- Problem details
With the pictures left out, copy the listing below exactly.

[Source records Boundary: Start]

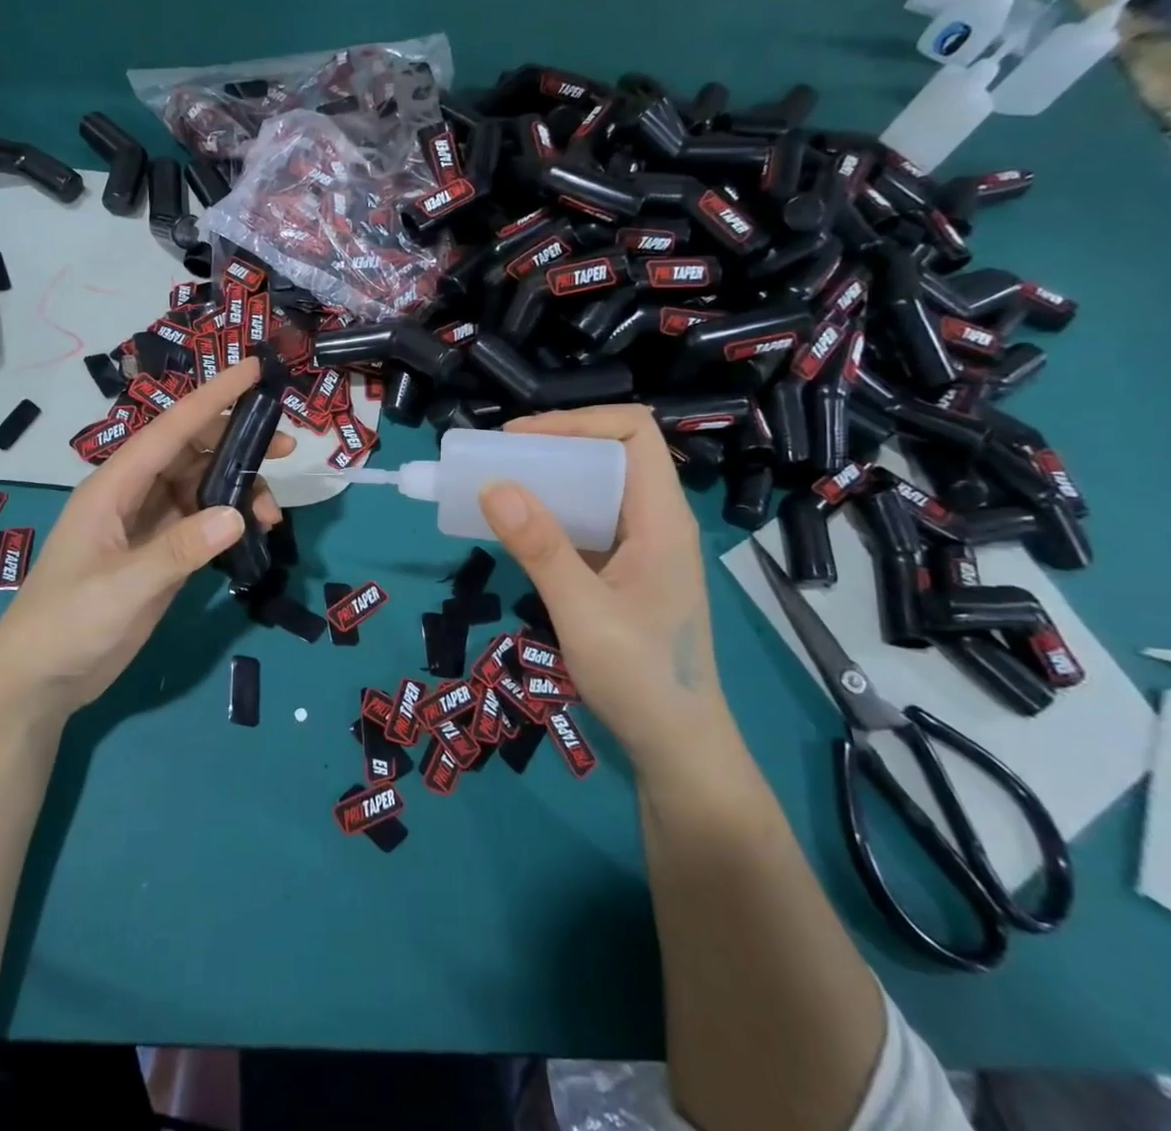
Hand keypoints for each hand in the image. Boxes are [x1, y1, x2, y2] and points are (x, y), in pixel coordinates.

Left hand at [0, 357, 288, 720]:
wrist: (40, 681)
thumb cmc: (66, 623)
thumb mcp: (122, 587)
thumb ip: (179, 550)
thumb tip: (239, 513)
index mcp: (115, 486)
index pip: (172, 428)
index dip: (214, 396)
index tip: (255, 370)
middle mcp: (134, 495)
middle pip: (193, 452)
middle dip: (238, 443)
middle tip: (286, 448)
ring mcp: (149, 525)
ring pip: (203, 487)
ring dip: (239, 490)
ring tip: (272, 517)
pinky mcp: (161, 554)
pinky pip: (204, 522)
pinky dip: (230, 522)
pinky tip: (254, 536)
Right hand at [477, 405, 736, 771]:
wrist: (677, 748)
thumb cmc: (642, 680)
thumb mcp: (584, 613)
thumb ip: (541, 548)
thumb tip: (493, 485)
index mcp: (662, 519)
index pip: (634, 433)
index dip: (577, 421)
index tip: (520, 440)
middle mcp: (656, 521)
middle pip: (610, 454)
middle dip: (553, 446)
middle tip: (497, 460)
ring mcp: (641, 547)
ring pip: (595, 487)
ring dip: (547, 480)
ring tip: (497, 486)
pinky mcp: (623, 570)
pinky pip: (586, 521)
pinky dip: (550, 514)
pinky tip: (516, 529)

[Source records Boundary: End]

- Task output
Hand keypoints for each hand in the image. Boxes are [x1, y1, x2, y2] and points are (x, y), in pixel coordinates.

Left hand at [0, 357, 288, 720]:
wrist: (40, 681)
thumb cmc: (66, 623)
thumb mcp: (122, 587)
thumb ip: (179, 550)
thumb tip: (239, 513)
index mcp: (115, 486)
index pip: (172, 428)
index dip: (214, 396)
index tip: (255, 370)
middle mcp: (134, 495)
middle pip: (193, 452)
middle dip: (238, 443)
middle tip: (286, 448)
ring mcp: (149, 525)
ring pip: (203, 487)
ring dip: (239, 490)
ring tip: (272, 517)
pinky mcp: (161, 554)
pinky pip: (204, 522)
pinky dip: (230, 522)
pinky tip: (254, 536)
Right hand at [477, 405, 736, 771]:
wrist: (677, 748)
thumb cmc: (642, 680)
thumb mcp: (584, 613)
thumb ip: (541, 548)
thumb tip: (493, 485)
index mcp: (662, 519)
index pip: (634, 433)
index dip: (577, 421)
index tip: (520, 440)
middle mcp: (656, 521)
middle pip: (610, 454)
middle dip: (553, 446)
middle tip: (497, 460)
ring mcp: (641, 547)
ring pip: (595, 487)
ring dip: (547, 480)
ring tip: (497, 486)
pinky mcp: (623, 570)
pinky pip: (586, 521)
pinky dip: (550, 514)
pinky tip: (516, 529)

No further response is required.